-- PROBLEM REQUIREMENTS --
Output all entries verbatim. Skip pictures.

Dataset entries
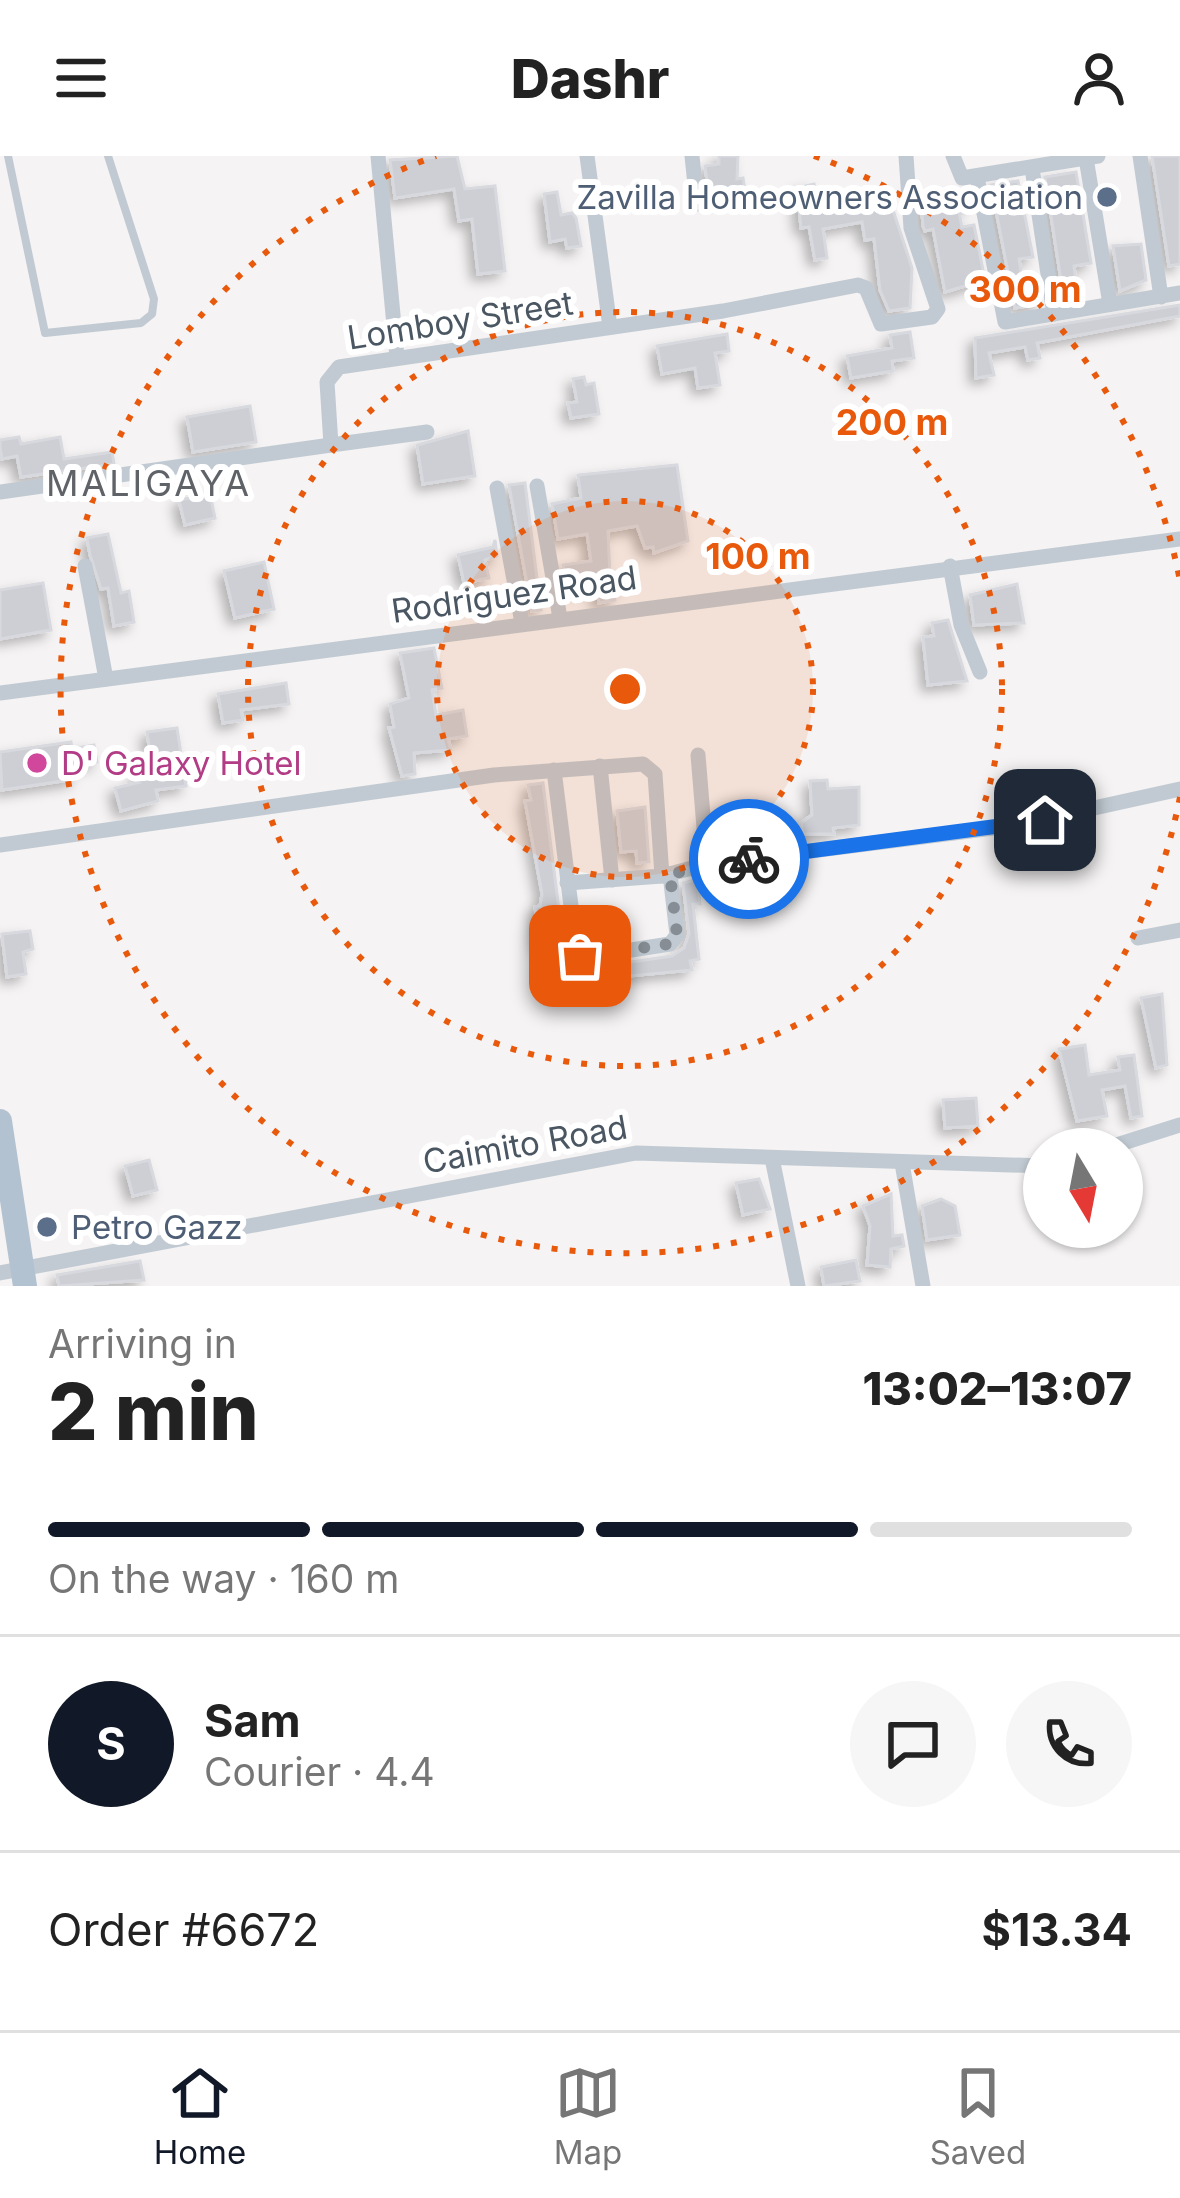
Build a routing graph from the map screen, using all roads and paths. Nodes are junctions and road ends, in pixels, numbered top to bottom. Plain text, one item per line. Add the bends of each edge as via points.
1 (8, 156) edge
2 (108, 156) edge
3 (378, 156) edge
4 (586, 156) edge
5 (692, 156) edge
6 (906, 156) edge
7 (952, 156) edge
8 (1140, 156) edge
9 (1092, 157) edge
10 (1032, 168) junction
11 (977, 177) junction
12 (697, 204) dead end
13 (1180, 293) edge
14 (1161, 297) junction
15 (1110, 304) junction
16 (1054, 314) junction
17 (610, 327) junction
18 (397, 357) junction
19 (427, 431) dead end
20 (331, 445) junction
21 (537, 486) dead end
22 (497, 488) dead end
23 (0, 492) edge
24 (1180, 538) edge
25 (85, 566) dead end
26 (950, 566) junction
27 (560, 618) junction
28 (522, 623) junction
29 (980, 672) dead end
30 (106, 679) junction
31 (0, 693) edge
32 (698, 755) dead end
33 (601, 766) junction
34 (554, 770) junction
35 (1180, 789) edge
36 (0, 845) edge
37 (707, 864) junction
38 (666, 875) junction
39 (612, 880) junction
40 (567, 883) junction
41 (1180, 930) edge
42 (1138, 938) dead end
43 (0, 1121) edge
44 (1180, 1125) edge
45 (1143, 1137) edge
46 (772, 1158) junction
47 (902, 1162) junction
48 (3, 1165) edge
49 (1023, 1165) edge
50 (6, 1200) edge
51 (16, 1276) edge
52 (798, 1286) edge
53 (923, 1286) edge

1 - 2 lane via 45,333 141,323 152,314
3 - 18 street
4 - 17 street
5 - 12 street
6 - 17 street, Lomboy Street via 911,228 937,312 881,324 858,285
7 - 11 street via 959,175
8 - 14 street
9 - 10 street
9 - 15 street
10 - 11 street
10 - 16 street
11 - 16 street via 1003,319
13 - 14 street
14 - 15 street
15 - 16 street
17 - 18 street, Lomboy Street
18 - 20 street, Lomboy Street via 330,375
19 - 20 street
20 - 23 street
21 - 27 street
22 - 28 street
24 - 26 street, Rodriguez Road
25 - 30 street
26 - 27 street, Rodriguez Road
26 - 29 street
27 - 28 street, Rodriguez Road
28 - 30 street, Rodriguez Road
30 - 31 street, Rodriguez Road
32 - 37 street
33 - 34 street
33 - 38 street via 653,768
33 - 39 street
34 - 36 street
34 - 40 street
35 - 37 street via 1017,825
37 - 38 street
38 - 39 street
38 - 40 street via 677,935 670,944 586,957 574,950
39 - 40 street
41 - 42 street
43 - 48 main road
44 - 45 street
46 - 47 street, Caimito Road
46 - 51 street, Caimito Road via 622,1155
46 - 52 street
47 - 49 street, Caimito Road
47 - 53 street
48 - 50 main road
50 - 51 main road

-- WRITTEN RESPONSE --
Build a routing graph from the map screen, using all roads and paths. Nodes are junctions and road ends, in pixels, numbered top to bottom. Plain text, one item per line. Add the bends of each edge as via points.
1 (8, 156) edge
2 (108, 156) edge
3 (378, 156) edge
4 (586, 156) edge
5 (692, 156) edge
6 (906, 156) edge
7 (952, 156) edge
8 (1140, 156) edge
9 (1092, 157) edge
10 (1032, 168) junction
11 (977, 177) junction
12 (697, 204) dead end
13 (1180, 293) edge
14 (1161, 297) junction
15 (1110, 304) junction
16 (1054, 314) junction
17 (610, 327) junction
18 (397, 357) junction
19 (427, 431) dead end
20 (331, 445) junction
21 (537, 486) dead end
22 (497, 488) dead end
23 (0, 492) edge
24 (1180, 538) edge
25 (85, 566) dead end
26 (950, 566) junction
27 (560, 618) junction
28 (522, 623) junction
29 (980, 672) dead end
30 (106, 679) junction
31 (0, 693) edge
32 (698, 755) dead end
33 (601, 766) junction
34 (554, 770) junction
35 (1180, 789) edge
36 (0, 845) edge
37 (707, 864) junction
38 (666, 875) junction
39 (612, 880) junction
40 (567, 883) junction
41 (1180, 930) edge
42 (1138, 938) dead end
43 (0, 1121) edge
44 (1180, 1125) edge
45 (1143, 1137) edge
46 (772, 1158) junction
47 (902, 1162) junction
48 (3, 1165) edge
49 (1023, 1165) edge
50 (6, 1200) edge
51 (16, 1276) edge
52 (798, 1286) edge
53 (923, 1286) edge

1 - 2 lane via 45,333 141,323 152,314
3 - 18 street
4 - 17 street
5 - 12 street
6 - 17 street, Lomboy Street via 911,228 937,312 881,324 858,285
7 - 11 street via 959,175
8 - 14 street
9 - 10 street
9 - 15 street
10 - 11 street
10 - 16 street
11 - 16 street via 1003,319
13 - 14 street
14 - 15 street
15 - 16 street
17 - 18 street, Lomboy Street
18 - 20 street, Lomboy Street via 330,375
19 - 20 street
20 - 23 street
21 - 27 street
22 - 28 street
24 - 26 street, Rodriguez Road
25 - 30 street
26 - 27 street, Rodriguez Road
26 - 29 street
27 - 28 street, Rodriguez Road
28 - 30 street, Rodriguez Road
30 - 31 street, Rodriguez Road
32 - 37 street
33 - 34 street
33 - 38 street via 653,768
33 - 39 street
34 - 36 street
34 - 40 street
35 - 37 street via 1017,825
37 - 38 street
38 - 39 street
38 - 40 street via 677,935 670,944 586,957 574,950
39 - 40 street
41 - 42 street
43 - 48 main road
44 - 45 street
46 - 47 street, Caimito Road
46 - 51 street, Caimito Road via 622,1155
46 - 52 street
47 - 49 street, Caimito Road
47 - 53 street
48 - 50 main road
50 - 51 main road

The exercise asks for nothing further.